Going line by line through the entries, count those containing "Paulus" and state only the result.

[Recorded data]
※

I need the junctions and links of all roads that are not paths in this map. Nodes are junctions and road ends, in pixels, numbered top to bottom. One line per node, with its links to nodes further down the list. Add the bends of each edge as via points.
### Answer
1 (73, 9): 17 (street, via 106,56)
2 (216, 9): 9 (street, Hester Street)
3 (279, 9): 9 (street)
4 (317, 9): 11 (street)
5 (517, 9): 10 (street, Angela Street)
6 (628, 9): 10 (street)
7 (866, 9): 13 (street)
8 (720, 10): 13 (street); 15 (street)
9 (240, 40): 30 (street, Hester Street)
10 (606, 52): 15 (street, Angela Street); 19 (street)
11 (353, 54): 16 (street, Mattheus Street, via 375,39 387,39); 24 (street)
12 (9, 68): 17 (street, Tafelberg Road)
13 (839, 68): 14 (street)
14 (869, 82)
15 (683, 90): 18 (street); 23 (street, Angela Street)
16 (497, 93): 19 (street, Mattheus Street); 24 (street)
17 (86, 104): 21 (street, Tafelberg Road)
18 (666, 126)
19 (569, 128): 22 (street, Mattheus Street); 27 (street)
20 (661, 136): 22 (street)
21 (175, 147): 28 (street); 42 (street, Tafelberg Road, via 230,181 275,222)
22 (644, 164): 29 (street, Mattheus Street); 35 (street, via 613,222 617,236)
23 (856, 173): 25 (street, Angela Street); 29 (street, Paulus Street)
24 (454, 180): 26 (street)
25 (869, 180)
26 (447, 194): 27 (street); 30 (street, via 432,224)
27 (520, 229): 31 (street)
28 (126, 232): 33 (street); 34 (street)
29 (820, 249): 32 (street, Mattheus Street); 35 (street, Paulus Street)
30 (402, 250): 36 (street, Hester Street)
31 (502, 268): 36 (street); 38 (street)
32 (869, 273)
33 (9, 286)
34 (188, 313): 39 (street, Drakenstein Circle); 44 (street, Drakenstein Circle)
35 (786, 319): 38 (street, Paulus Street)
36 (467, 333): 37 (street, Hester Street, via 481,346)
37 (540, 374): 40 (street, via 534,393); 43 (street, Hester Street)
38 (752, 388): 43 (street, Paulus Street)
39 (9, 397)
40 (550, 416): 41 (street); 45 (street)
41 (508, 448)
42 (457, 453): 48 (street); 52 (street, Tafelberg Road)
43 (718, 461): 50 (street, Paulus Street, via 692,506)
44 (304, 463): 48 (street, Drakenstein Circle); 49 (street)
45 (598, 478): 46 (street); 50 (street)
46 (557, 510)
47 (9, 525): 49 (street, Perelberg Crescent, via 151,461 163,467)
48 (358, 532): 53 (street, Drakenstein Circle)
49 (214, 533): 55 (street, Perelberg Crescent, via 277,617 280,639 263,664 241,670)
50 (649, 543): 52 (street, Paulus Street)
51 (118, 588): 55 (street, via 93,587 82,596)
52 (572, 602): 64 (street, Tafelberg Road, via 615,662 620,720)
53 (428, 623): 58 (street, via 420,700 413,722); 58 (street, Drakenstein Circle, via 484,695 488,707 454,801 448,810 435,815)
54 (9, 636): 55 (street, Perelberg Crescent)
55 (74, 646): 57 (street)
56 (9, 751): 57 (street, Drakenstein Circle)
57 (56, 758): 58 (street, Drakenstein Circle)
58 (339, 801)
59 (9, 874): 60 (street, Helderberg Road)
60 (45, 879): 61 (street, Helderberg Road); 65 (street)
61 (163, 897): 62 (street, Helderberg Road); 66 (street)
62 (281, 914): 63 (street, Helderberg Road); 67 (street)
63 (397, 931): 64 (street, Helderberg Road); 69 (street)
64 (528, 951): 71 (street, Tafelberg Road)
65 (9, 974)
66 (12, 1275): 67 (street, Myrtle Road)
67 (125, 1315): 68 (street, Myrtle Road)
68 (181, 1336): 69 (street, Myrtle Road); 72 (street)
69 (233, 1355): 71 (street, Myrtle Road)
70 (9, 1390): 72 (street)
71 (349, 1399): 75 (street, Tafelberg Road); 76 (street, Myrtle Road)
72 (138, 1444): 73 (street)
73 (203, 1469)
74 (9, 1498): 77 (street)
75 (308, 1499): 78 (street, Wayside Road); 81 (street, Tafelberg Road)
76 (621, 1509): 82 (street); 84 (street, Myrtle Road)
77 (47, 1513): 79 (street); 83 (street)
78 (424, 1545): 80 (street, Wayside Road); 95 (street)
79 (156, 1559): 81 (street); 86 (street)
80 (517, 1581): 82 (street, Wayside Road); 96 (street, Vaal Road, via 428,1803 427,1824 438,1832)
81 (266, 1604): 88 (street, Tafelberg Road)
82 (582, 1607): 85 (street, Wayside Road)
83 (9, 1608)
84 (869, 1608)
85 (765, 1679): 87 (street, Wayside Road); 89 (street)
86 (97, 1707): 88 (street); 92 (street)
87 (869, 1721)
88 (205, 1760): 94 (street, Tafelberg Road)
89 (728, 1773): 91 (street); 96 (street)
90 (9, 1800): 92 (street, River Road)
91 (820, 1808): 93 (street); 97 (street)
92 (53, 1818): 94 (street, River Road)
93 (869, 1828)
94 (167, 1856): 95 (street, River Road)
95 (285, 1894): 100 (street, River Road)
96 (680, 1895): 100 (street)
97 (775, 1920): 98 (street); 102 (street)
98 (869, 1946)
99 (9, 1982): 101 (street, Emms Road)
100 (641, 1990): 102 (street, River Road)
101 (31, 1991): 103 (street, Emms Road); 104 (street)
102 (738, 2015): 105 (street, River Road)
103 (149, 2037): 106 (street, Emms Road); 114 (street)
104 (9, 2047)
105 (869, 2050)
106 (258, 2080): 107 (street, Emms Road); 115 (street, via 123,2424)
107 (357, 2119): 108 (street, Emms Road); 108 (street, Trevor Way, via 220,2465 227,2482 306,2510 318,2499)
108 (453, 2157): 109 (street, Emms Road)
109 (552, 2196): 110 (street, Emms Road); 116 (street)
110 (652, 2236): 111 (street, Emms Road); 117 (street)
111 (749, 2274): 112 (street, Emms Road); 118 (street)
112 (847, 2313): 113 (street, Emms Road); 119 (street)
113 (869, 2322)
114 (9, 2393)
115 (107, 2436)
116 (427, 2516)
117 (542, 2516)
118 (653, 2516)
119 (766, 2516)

※

• Answer to the problem:
6